## EXERCISE MATERIALS
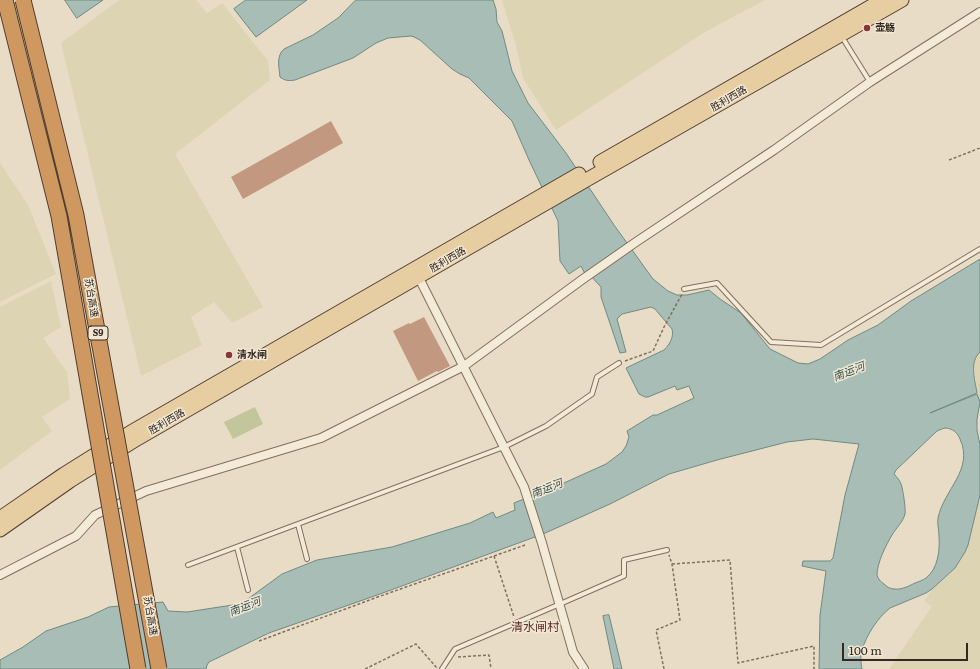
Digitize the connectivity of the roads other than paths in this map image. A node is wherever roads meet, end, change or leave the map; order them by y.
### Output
1 (5, 0) edge
2 (23, 0) edge
3 (882, 0) edge
4 (902, 0) edge
5 (980, 12) edge
6 (838, 31) junction
7 (870, 82) junction
8 (980, 249) edge
9 (416, 273) junction
10 (684, 290) road end
11 (619, 363) road end
12 (464, 366) junction
13 (504, 447) junction
14 (0, 518) edge
15 (298, 524) junction
16 (0, 530) edge
17 (237, 547) junction
18 (667, 550) road end
19 (307, 559) dead end
20 (188, 565) dead end
21 (0, 575) edge
22 (248, 590) dead end
23 (560, 604) junction
24 (138, 669) edge
25 (160, 669) edge
26 (442, 669) edge
27 (584, 669) edge

1 - 24 highway, 苏台高速 / S9, bridge
2 - 25 highway, 苏台高速 / S9, bridge
3 - 6 main road, 胜利西路
4 - 6 main road, 胜利西路
5 - 7 street
6 - 7 lane
6 - 9 main road, 胜利西路
7 - 12 street
8 - 10 lane
9 - 12 street
9 - 14 main road, 胜利西路
9 - 16 main road, 胜利西路
11 - 13 lane
12 - 13 street
12 - 21 street
13 - 15 lane
13 - 23 street
15 - 17 lane
15 - 19 lane
17 - 20 lane
17 - 22 lane
18 - 23 lane
23 - 26 lane
23 - 27 street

## WHAT THIS TASK INVOLVES
A complete answer gives every line of the data that includes "dead".

## RESPONSE BOX
19 (307, 559) dead end
20 (188, 565) dead end
22 (248, 590) dead end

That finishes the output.